Load Balancing

What Load Balancing Actually Solves

Horizontal scaling adds nodes. Load balancing makes those nodes useful. Without it, you can have 10 servers and still route 90% of traffic to one of them. The problem isn't capacity; it's distribution.

L4 vs L7: Where the Decision Happens

L4 (transport layer) load balancers route based on IP and TCP/UDP port. They're fast (sub-millisecond overhead) but blind to application content. L7 (application layer) balancers can route based on HTTP headers, URL paths, cookies, or request body content. That flexibility costs ~1–5ms per hop but unlocks path-based routing, sticky sessions, and A/B traffic splitting.

In practice: use L4 for raw TCP throughput (databases, game servers), L7 for HTTP services where you need routing intelligence.

Algorithms

Round Robin: Requests cycle across nodes in order. Works well when requests are roughly uniform in cost. Breaks badly when they aren't: a single expensive request starves the node handling it.

Least Connections: Routes to the node with the fewest active connections. Better for variable-cost workloads. Most production HTTP load balancers default to this.

Consistent Hashing: Routes requests from the same client (or with the same key) to the same node. Essential when nodes hold local state: distributed caches, session data, or WebSocket connections.

Weighted Round Robin: Assigns request fractions proportional to node capacity. Use this during rolling deploys or when nodes have heterogeneous specs.

The Thundering Herd on Failover

When a node fails and is removed from rotation, its in-flight connections drop and its traffic redistributes. If the surviving nodes were already near capacity, the redistribution causes cascade failures. I've seen this take down clusters that had technically sufficient total capacity. The issue was the rebalancing spike, not the absolute load.
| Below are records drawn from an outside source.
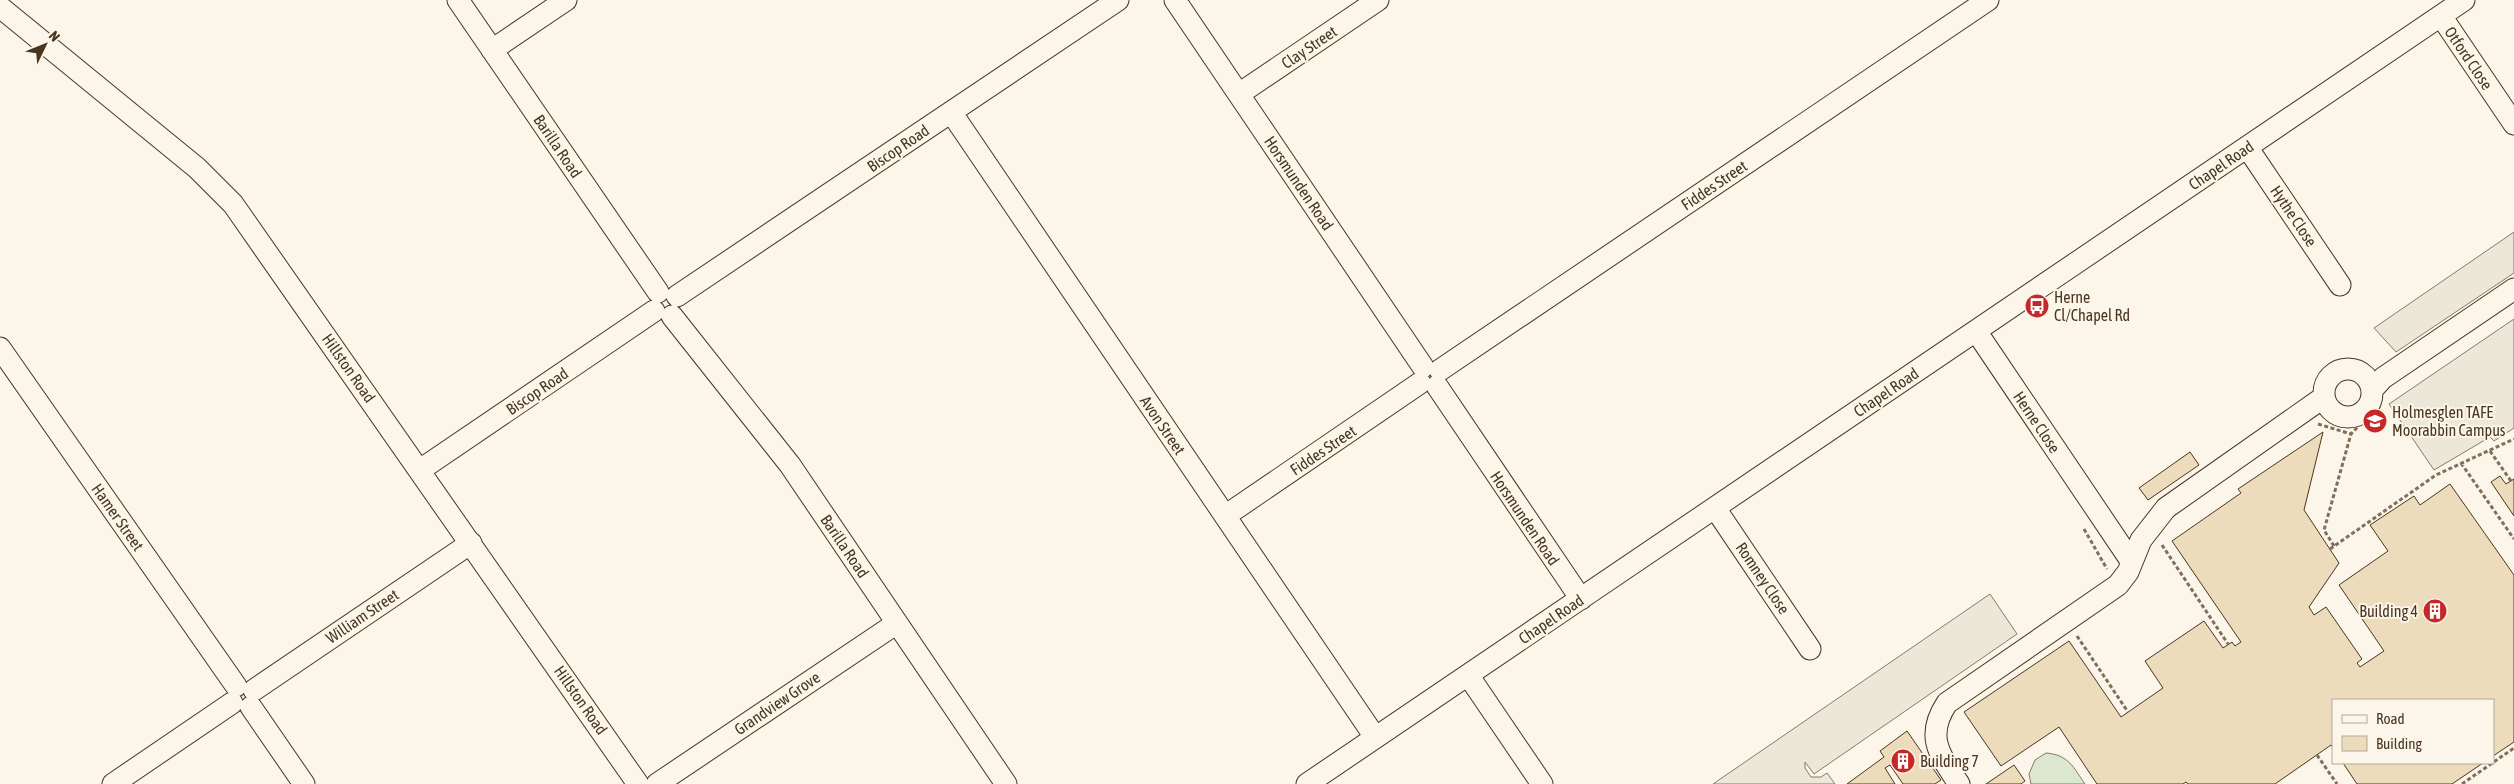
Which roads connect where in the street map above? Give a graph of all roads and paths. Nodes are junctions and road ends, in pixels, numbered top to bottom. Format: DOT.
graph roads {
  1 [pos="458,0"];
  2 [pos="566,0"];
  3 [pos="1118,0"];
  4 [pos="1174,0"];
  5 [pos="1378,0"];
  6 [pos="1988,0"];
  7 [pos="2464,0"];
  8 [pos="0,7"];
  9 [pos="2441,16"];
  10 [pos="492,50"];
  11 [pos="1239,94"];
  12 [pos="951,112"];
  13 [pos="2514,124"];
  14 [pos="2247,148"];
  15 [pos="2340,285"];
  16 [pos="2514,289"];
  17 [pos="665,304"];
  18 [pos="1976,331"];
  19 [pos="0,348"];
  20 [pos="1430,377"];
  21 [pos="2324,397"];
  22 [pos="2376,397"];
  23 [pos="2514,439"];
  24 [pos="2490,451"];
  25 [pos="2461,463"];
  26 [pos="420,470"];
  27 [pos="2511,481"];
  28 [pos="1715,508"];
  29 [pos="1225,516"];
  30 [pos="2090,519"];
  31 [pos="2514,539"];
  32 [pos="2159,540"];
  33 [pos="472,543"];
  34 [pos="2334,546"];
  35 [pos="2330,549"];
  36 [pos="2131,561"];
  37 [pos="2118,585"];
  38 [pos="1581,599"];
  39 [pos="897,623"];
  40 [pos="2077,635"];
  41 [pos="2228,644"];
  42 [pos="1810,649"];
  43 [pos="1468,674"];
  44 [pos="243,697"];
  45 [pos="2128,712"];
  46 [pos="1375,737"];
  47 [pos="2514,748"];
  48 [pos="2317,755"];
  49 [pos="2494,762"];
  50 [pos="2491,764"];
  51 [pos="113,784"];
  52 [pos="304,784"];
  53 [pos="638,784"];
  54 [pos="657,784"];
  55 [pos="1006,784"];
  56 [pos="1308,784"];
  57 [pos="1542,784"];
  58 [pos="1958,784"];
  59 [pos="2337,784"];
  60 [pos="2462,784"];
  1 -- 10 [label="street, Barilla Road"];
  2 -- 10 [label="street"];
  3 -- 12 [label="street, Biscop Road"];
  4 -- 11 [label="street, Horsmunden Road"];
  5 -- 11 [label="street, Clay Street"];
  6 -- 20 [label="street, Fiddes Street"];
  7 -- 9 [label="street, Chapel Road"];
  8 -- 26 [label="street, Hillston Road"];
  9 -- 13 [label="street, Otford Close"];
  9 -- 14 [label="street, Chapel Road"];
  10 -- 17 [label="street, Barilla Road"];
  11 -- 20 [label="street, Horsmunden Road"];
  12 -- 17 [label="street, Biscop Road"];
  12 -- 29 [label="street, Avon Street"];
  14 -- 15 [label="street, Hythe Close"];
  14 -- 18 [label="street, Chapel Road"];
  16 -- 22 [label="street"];
  17 -- 26 [label="street, Biscop Road"];
  17 -- 39 [label="street, Barilla Road"];
  18 -- 28 [label="street, Chapel Road"];
  18 -- 30 [label="street, Herne Close"];
  19 -- 44 [label="street, Hamer Street"];
  20 -- 29 [label="street, Fiddes Street"];
  20 -- 38 [label="street, Horsmunden Road"];
  21 -- 22 [label="street"];
  21 -- 22 [label="street"];
  21 -- 36 [label="street"];
  22 -- 34 [label="path"];
  23 -- 24 [label="path"];
  24 -- 25 [label="path"];
  24 -- 27 [label="path"];
  25 -- 31 [label="path"];
  25 -- 34 [label="path"];
  26 -- 33 [label="street, Hillston Road"];
  28 -- 38 [label="street, Chapel Road"];
  28 -- 42 [label="street, Romney Close"];
  29 -- 46 [label="street, Avon Street"];
  30 -- 36 [label="street, Herne Close"];
  30 -- 37 [label="path"];
  32 -- 41 [label="path"];
  33 -- 44 [label="street, William Street"];
  33 -- 53 [label="street, Hillston Road"];
  34 -- 35 [label="path"];
  36 -- 37 [label="street"];
  37 -- 58 [label="street"];
  38 -- 43 [label="street, Chapel Road"];
  39 -- 54 [label="street, Grandview Grove"];
  39 -- 55 [label="street, Barilla Road"];
  40 -- 45 [label="path"];
  43 -- 46 [label="street, Chapel Road"];
  43 -- 57 [label="street"];
  44 -- 51 [label="street, William Street"];
  44 -- 52 [label="street, Hamer Street"];
  46 -- 56 [label="street, Chapel Road"];
  47 -- 49 [label="path"];
  48 -- 59 [label="path"];
  50 -- 60 [label="path"];
}
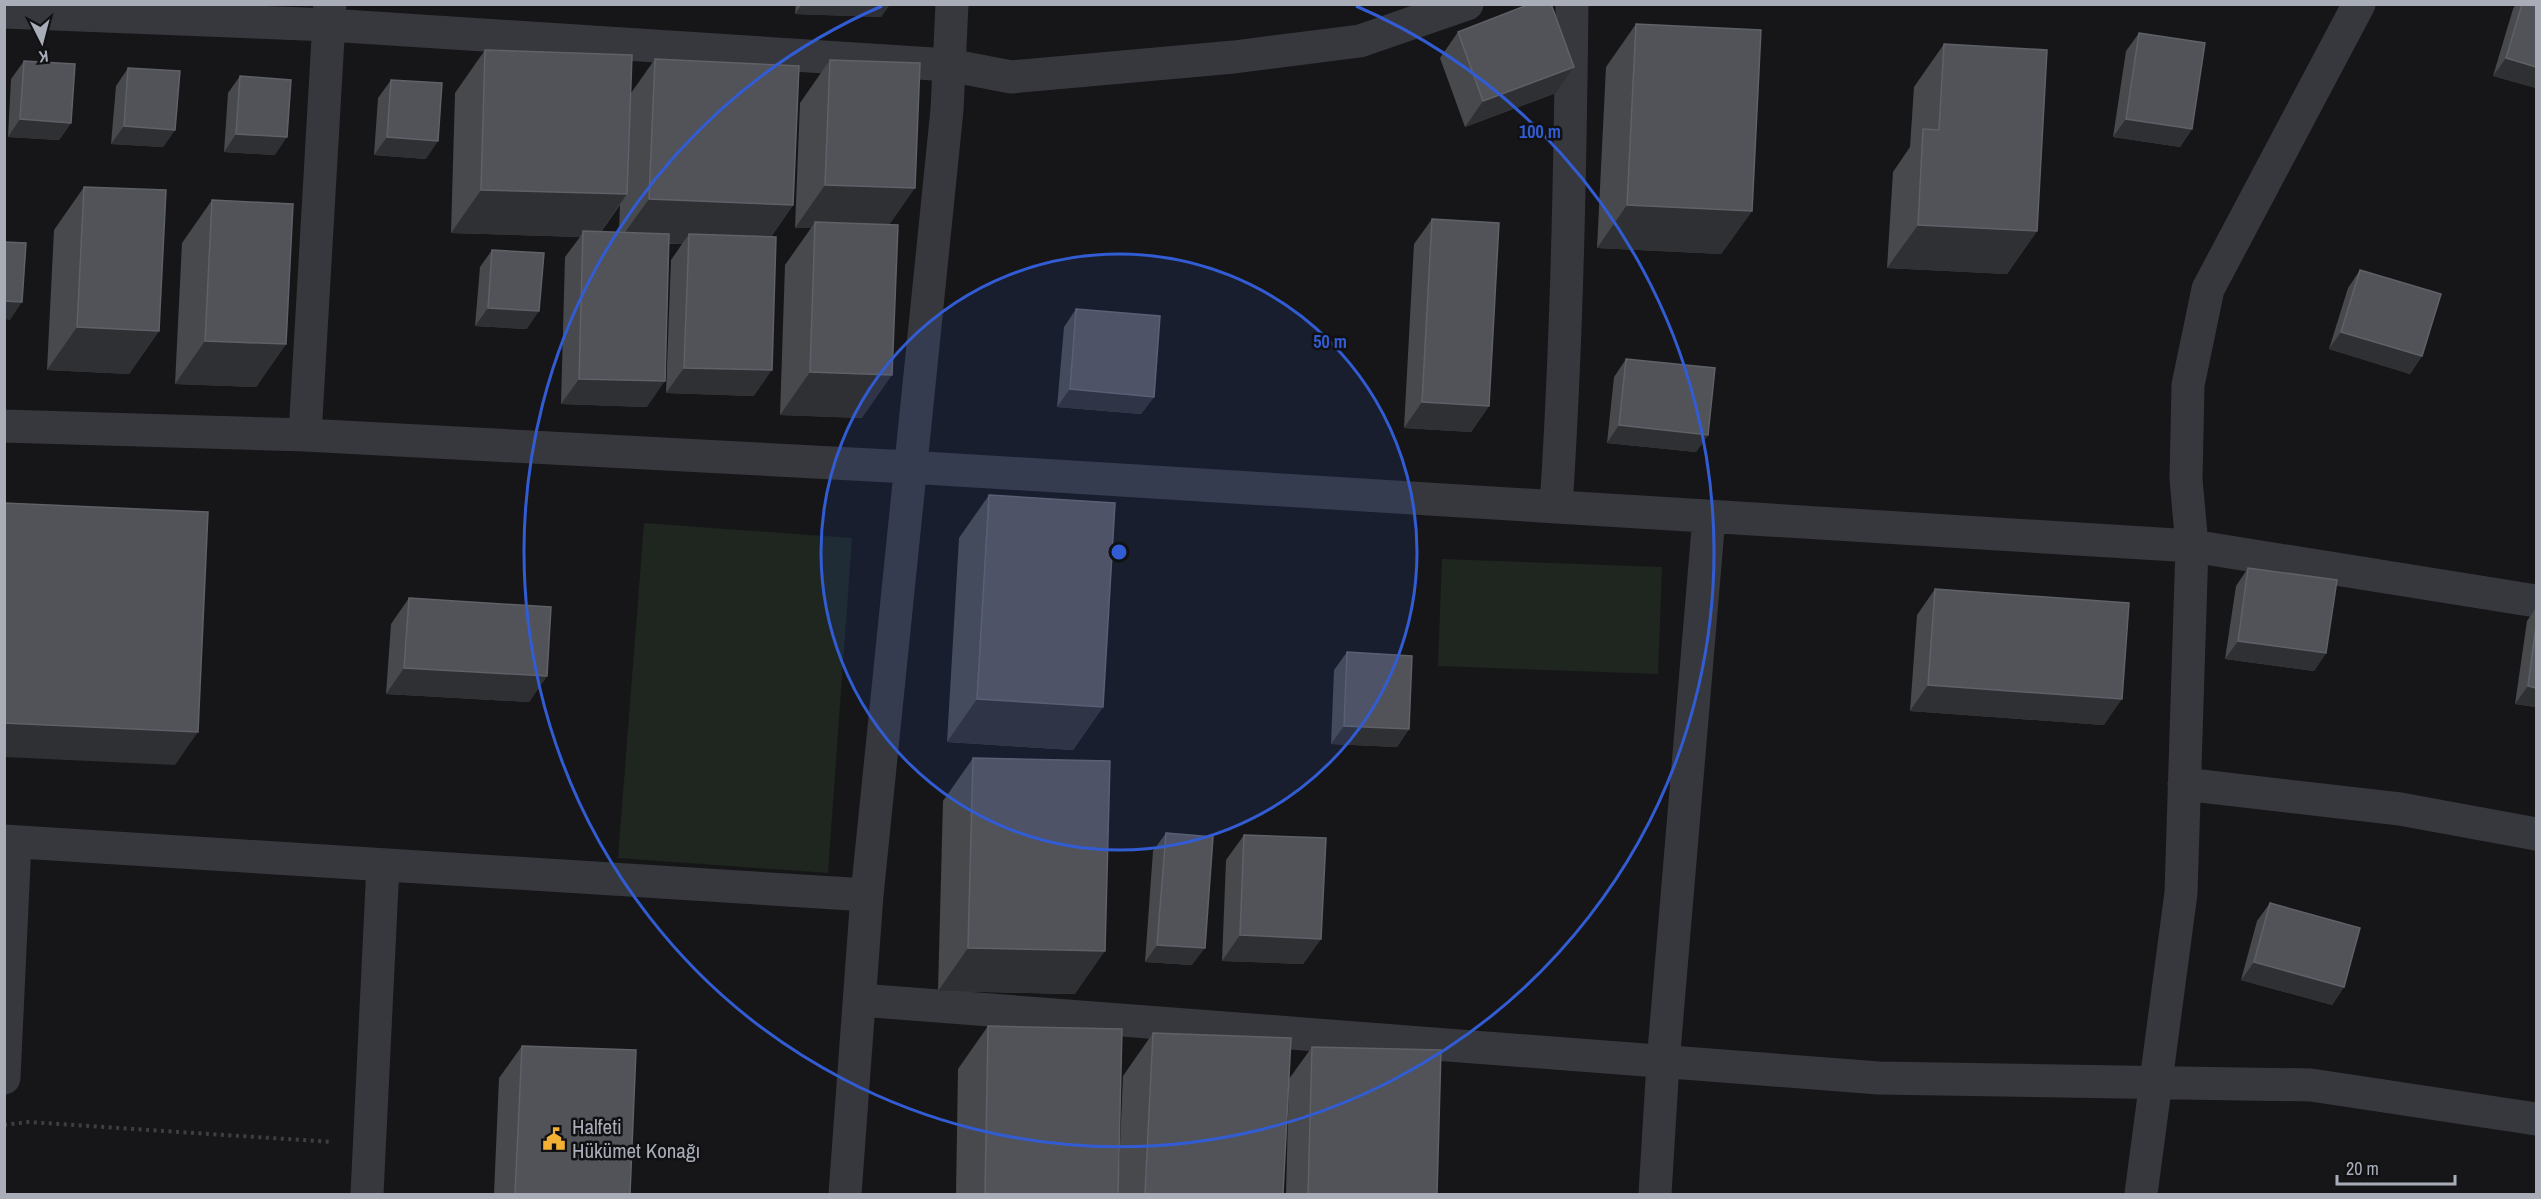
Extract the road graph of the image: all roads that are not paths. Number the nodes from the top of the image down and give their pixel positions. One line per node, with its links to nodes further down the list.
1 (952, 4): 8 (street)
2 (1467, 4): 7 (street)
3 (1572, 4): 12 (street)
4 (2359, 4): 14 (street)
5 (4, 12): 6 (street)
6 (329, 15): 8 (street); 10 (street)
7 (1393, 16): 8 (street)
8 (949, 65): 11 (street)
9 (4, 426): 10 (street)
10 (305, 435): 11 (street)
11 (909, 467): 12 (street); 20 (street)
12 (1556, 507): 13 (street)
13 (1709, 517): 14 (street); 22 (street)
14 (2192, 546): 15 (street); 16 (street)
15 (2536, 601)
16 (2184, 784): 17 (street); 24 (street)
17 (2536, 834)
18 (10, 841): 19 (street); 23 (street)
19 (383, 865): 20 (street); 26 (street)
20 (867, 895): 21 (street)
21 (860, 1000): 22 (street); 27 (street)
22 (1663, 1063): 24 (street); 28 (street)
23 (4, 1078)
24 (2156, 1083): 25 (street); 29 (street)
25 (2536, 1119)
26 (366, 1194)
27 (845, 1194)
28 (1655, 1194)
29 (2140, 1194)

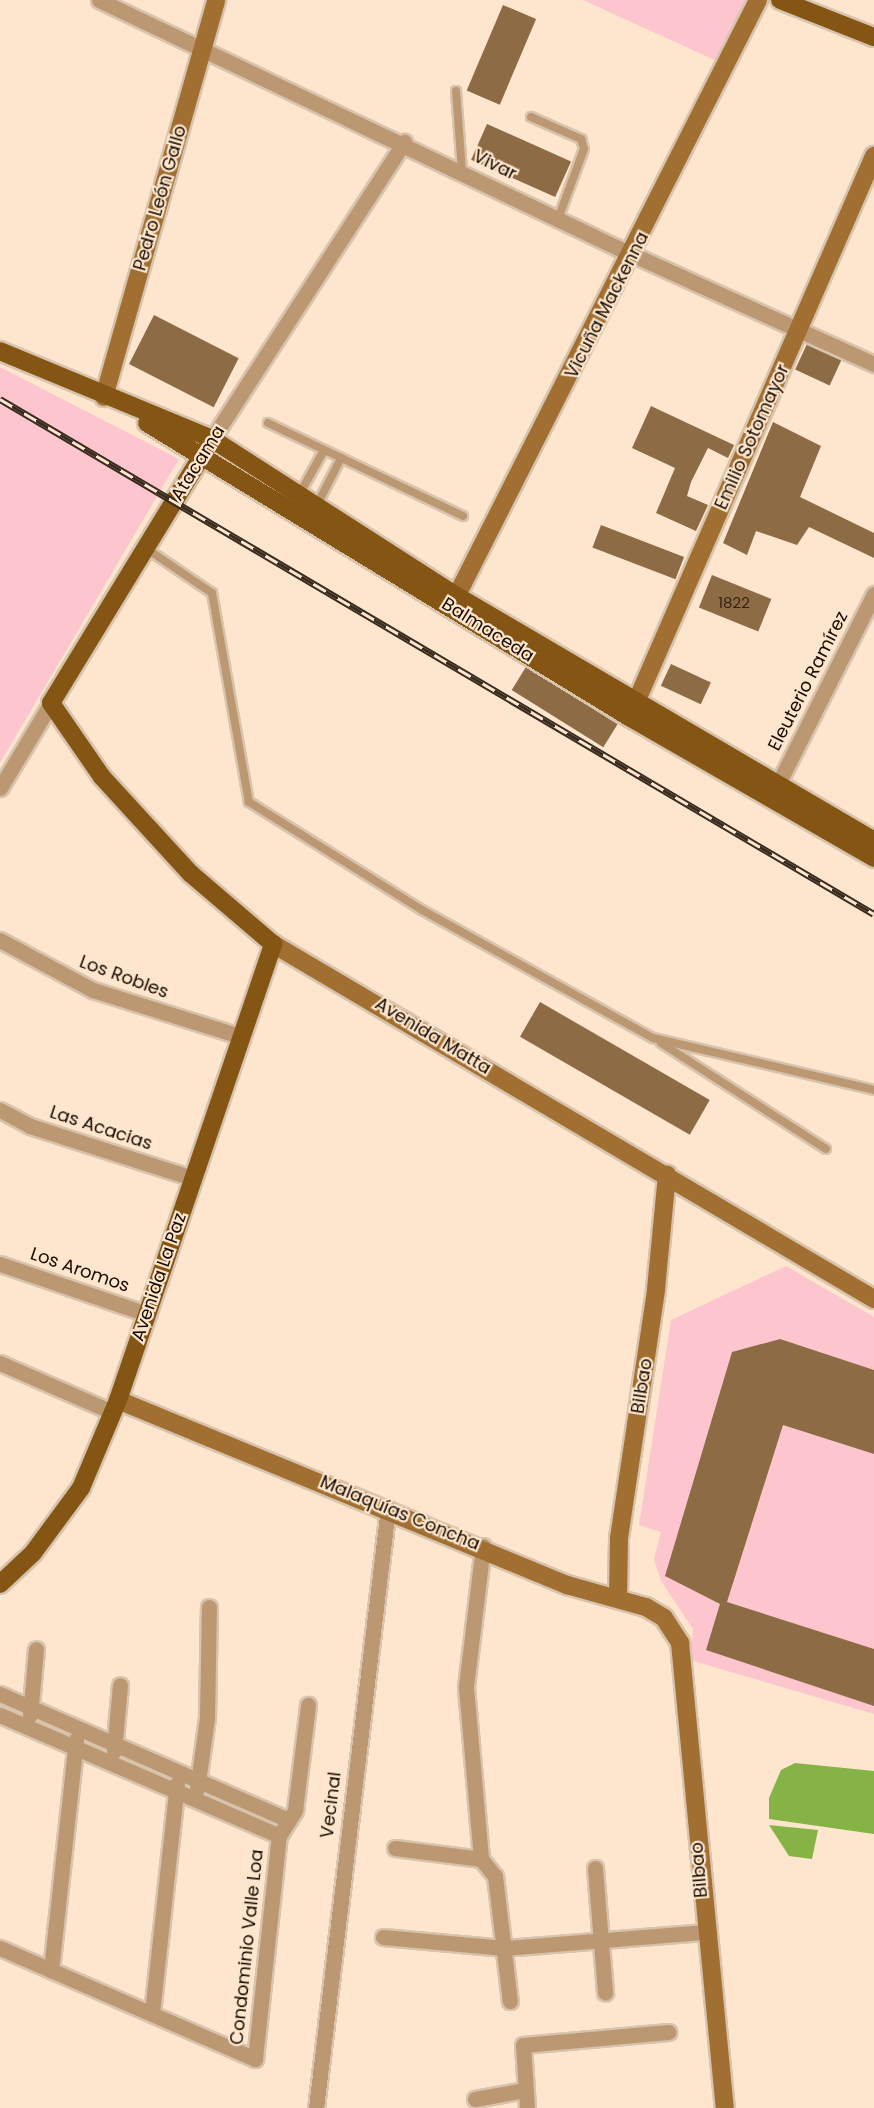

Mitigations: connection draining (let in-flight requests complete before removing a node), circuit breakers on downstream services, and keeping per-node utilisation below ~60% under normal load.

Health Checks

Active health checks poll nodes on a configured interval (typically every 5–10 seconds). Passive checks detect failures from real traffic: a node that returns 5xx responses gets deprioritised without an explicit probe. Most production systems use both. The active check interval sets your recovery latency floor: if you check every 30 seconds, a failed node serves traffic for up to 30 seconds after it dies.

Interview Tip

Interviewers expect you to distinguish L4 from L7 and explain why you'd choose one over the other for the specific system being designed. The second check is whether you mention consistent hashing for stateful workloads. That's where most candidates go shallow. Mentioning health check intervals and the thundering herd failure mode puts you in the top tier of answers at L5+.